## PROMPT
In the listing below, count the lines containing the string "Hillview" and state only the number.
━━ MATERIAL SHOWN
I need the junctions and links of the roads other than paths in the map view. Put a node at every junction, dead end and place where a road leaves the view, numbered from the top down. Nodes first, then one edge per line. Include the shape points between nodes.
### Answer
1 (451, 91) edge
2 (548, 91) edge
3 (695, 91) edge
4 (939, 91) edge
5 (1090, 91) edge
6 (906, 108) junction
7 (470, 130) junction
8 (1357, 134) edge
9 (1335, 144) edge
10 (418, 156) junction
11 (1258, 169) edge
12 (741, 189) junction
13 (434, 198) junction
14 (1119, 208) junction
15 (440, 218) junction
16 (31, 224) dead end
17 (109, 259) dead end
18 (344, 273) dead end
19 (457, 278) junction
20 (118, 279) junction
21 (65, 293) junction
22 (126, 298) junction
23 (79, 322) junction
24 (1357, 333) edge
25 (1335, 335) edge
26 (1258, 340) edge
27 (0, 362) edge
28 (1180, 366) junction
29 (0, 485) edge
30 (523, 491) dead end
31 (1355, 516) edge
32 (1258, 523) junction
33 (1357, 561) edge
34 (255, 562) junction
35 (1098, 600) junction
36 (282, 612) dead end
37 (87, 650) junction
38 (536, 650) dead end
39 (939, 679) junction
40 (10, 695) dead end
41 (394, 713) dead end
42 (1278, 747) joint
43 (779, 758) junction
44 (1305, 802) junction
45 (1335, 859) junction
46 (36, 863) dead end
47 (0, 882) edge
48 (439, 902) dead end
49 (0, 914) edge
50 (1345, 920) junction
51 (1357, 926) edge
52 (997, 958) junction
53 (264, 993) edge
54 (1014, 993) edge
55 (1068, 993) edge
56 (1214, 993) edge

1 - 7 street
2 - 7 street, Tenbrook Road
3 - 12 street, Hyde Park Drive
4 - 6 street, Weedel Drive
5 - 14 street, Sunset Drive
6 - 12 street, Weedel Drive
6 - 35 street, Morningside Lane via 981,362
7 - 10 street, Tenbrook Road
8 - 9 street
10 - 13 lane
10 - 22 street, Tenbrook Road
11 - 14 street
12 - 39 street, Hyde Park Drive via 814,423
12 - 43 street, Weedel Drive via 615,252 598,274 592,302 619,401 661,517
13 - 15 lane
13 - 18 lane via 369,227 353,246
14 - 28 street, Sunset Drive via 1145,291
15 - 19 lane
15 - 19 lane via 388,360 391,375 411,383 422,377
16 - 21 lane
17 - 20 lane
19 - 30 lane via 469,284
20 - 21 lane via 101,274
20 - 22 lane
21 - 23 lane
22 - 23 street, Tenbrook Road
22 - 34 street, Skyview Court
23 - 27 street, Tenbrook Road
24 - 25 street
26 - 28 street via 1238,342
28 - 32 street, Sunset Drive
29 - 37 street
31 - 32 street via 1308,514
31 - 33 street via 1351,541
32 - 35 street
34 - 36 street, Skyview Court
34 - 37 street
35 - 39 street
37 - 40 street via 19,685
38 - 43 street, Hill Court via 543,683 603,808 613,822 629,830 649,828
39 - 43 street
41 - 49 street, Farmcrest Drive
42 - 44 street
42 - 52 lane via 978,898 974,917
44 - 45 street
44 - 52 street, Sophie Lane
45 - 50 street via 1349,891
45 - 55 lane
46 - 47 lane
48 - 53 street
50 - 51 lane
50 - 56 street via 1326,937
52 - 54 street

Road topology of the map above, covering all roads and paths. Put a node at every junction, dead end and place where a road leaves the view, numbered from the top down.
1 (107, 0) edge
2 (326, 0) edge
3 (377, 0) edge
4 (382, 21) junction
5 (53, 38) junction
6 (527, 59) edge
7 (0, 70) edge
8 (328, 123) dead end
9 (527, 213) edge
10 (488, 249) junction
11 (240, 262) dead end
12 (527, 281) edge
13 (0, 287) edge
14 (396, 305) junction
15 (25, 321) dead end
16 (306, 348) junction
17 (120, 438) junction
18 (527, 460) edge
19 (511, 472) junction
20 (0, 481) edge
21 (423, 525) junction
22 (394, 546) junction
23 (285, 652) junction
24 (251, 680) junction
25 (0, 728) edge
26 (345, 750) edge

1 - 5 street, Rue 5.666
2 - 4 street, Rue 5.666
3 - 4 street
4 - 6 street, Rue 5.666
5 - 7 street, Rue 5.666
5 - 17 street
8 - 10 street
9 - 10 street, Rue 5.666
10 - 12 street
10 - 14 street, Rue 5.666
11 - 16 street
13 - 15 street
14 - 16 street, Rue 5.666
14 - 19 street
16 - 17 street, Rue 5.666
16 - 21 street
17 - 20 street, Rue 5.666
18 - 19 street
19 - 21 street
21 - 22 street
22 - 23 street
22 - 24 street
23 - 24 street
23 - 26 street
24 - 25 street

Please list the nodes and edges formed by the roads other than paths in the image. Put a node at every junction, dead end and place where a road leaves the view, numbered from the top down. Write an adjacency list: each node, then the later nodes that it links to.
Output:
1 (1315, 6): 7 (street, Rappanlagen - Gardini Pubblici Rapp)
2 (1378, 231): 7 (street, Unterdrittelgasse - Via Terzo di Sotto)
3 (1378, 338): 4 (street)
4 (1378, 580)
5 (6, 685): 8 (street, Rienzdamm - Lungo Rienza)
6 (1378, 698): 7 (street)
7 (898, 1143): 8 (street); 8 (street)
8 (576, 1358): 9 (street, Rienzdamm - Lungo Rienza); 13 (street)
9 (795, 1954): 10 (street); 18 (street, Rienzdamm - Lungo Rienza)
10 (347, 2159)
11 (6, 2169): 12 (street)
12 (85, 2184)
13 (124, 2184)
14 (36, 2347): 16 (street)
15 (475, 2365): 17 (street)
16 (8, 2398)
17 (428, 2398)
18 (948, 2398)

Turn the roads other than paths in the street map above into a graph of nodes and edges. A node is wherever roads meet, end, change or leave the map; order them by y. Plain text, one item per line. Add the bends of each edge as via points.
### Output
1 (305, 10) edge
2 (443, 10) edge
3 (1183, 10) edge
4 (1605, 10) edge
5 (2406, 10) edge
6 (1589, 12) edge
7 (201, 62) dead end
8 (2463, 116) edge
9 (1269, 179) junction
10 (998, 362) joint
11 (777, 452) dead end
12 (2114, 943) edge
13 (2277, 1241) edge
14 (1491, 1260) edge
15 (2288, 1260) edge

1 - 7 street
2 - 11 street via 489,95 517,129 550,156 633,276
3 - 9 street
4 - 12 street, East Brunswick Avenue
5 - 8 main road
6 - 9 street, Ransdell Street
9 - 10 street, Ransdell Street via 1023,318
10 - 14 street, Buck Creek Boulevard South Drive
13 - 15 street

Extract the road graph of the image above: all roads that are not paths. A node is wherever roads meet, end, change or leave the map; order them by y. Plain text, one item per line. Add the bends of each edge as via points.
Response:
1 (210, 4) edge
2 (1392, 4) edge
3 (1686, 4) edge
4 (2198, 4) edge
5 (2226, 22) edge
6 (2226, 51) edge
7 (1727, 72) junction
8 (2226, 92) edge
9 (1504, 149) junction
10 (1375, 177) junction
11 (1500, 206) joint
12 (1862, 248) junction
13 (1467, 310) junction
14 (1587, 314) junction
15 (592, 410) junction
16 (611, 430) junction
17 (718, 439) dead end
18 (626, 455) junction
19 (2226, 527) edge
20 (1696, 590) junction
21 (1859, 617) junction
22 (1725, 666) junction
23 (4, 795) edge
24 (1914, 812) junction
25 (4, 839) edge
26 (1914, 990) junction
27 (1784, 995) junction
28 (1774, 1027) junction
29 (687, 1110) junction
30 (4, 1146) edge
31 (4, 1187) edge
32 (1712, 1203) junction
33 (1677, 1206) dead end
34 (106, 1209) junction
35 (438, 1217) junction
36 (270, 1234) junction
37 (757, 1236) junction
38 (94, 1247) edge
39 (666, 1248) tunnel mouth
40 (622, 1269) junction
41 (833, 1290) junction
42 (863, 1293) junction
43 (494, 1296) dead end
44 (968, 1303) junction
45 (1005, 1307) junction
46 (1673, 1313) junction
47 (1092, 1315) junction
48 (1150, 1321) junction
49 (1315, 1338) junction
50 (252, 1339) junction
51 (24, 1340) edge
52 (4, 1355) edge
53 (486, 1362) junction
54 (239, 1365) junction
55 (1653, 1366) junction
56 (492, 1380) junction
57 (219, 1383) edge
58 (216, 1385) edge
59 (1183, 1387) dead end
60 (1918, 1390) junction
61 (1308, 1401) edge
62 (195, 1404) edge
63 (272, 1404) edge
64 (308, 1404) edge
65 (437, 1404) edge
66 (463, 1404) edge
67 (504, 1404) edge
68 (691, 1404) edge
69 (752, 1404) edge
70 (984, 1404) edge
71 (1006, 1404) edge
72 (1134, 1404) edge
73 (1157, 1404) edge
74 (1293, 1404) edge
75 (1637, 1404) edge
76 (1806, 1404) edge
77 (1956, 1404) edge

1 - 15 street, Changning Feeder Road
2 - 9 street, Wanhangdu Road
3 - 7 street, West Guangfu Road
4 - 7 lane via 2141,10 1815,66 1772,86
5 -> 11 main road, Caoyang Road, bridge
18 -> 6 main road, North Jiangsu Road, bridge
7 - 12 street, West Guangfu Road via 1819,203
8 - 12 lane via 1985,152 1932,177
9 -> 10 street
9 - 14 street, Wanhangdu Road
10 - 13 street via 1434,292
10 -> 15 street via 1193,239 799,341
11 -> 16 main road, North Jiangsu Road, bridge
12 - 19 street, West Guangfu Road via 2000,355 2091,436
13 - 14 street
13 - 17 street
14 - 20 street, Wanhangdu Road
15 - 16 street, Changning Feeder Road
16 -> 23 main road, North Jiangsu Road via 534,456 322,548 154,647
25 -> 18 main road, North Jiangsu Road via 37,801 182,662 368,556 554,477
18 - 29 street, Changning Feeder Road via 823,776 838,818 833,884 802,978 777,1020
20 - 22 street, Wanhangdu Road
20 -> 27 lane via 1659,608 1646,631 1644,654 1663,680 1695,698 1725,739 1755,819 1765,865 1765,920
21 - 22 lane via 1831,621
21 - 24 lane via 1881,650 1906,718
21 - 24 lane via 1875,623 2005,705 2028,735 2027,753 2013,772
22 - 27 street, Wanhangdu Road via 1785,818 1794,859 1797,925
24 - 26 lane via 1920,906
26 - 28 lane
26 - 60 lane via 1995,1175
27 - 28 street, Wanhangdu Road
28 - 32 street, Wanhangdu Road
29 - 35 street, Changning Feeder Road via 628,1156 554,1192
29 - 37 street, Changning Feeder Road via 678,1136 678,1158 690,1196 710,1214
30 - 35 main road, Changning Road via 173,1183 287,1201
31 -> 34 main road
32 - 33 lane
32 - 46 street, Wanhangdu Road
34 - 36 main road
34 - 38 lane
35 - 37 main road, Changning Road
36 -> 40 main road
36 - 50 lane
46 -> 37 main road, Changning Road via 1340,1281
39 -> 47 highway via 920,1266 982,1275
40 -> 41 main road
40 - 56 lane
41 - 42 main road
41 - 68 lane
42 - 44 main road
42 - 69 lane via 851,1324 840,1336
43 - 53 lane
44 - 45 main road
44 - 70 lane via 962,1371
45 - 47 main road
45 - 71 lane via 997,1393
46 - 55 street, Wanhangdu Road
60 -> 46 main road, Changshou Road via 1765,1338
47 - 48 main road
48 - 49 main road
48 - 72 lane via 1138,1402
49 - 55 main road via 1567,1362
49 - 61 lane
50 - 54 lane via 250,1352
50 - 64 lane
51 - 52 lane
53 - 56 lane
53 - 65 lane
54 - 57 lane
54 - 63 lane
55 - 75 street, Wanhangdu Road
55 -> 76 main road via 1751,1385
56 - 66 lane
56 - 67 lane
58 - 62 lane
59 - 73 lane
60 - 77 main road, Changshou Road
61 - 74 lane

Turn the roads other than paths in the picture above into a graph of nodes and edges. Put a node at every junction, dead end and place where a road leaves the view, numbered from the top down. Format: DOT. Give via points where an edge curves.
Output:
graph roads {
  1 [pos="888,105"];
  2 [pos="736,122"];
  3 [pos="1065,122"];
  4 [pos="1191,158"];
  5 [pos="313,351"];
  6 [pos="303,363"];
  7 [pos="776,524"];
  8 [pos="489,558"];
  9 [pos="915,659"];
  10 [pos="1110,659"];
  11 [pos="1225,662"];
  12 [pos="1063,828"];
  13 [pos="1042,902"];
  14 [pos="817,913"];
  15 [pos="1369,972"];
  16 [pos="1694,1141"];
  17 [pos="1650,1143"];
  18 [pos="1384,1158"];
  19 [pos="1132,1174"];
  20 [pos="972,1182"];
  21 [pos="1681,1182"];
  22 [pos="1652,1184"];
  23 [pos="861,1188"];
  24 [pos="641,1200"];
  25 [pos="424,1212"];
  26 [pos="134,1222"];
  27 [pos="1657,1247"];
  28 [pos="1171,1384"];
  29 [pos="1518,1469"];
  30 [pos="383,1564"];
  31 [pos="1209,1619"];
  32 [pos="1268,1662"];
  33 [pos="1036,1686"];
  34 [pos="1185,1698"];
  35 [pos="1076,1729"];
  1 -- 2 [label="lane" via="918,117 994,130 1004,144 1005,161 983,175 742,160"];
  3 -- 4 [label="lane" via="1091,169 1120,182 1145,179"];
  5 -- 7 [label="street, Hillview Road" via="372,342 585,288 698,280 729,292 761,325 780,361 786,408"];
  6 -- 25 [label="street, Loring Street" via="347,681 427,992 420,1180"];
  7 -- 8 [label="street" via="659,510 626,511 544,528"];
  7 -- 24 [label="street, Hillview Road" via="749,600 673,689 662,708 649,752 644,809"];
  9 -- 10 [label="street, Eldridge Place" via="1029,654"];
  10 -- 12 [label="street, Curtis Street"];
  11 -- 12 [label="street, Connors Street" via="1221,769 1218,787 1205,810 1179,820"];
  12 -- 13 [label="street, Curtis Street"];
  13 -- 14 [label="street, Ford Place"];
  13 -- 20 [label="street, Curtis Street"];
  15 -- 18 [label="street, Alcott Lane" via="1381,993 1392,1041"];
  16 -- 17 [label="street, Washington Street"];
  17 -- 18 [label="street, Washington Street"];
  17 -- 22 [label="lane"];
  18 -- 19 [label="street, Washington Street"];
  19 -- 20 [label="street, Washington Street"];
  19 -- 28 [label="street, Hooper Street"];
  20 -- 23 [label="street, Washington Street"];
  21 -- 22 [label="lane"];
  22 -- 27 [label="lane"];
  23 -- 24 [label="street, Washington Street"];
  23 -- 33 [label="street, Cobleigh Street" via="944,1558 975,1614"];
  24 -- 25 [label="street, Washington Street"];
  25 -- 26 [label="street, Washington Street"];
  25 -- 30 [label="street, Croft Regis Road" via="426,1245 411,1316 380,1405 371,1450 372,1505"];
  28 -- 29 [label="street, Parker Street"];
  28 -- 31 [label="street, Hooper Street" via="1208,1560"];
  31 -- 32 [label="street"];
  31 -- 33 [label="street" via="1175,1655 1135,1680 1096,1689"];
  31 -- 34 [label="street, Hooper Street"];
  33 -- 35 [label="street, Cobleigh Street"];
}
━━━━
## EXPECTED ANSWER
2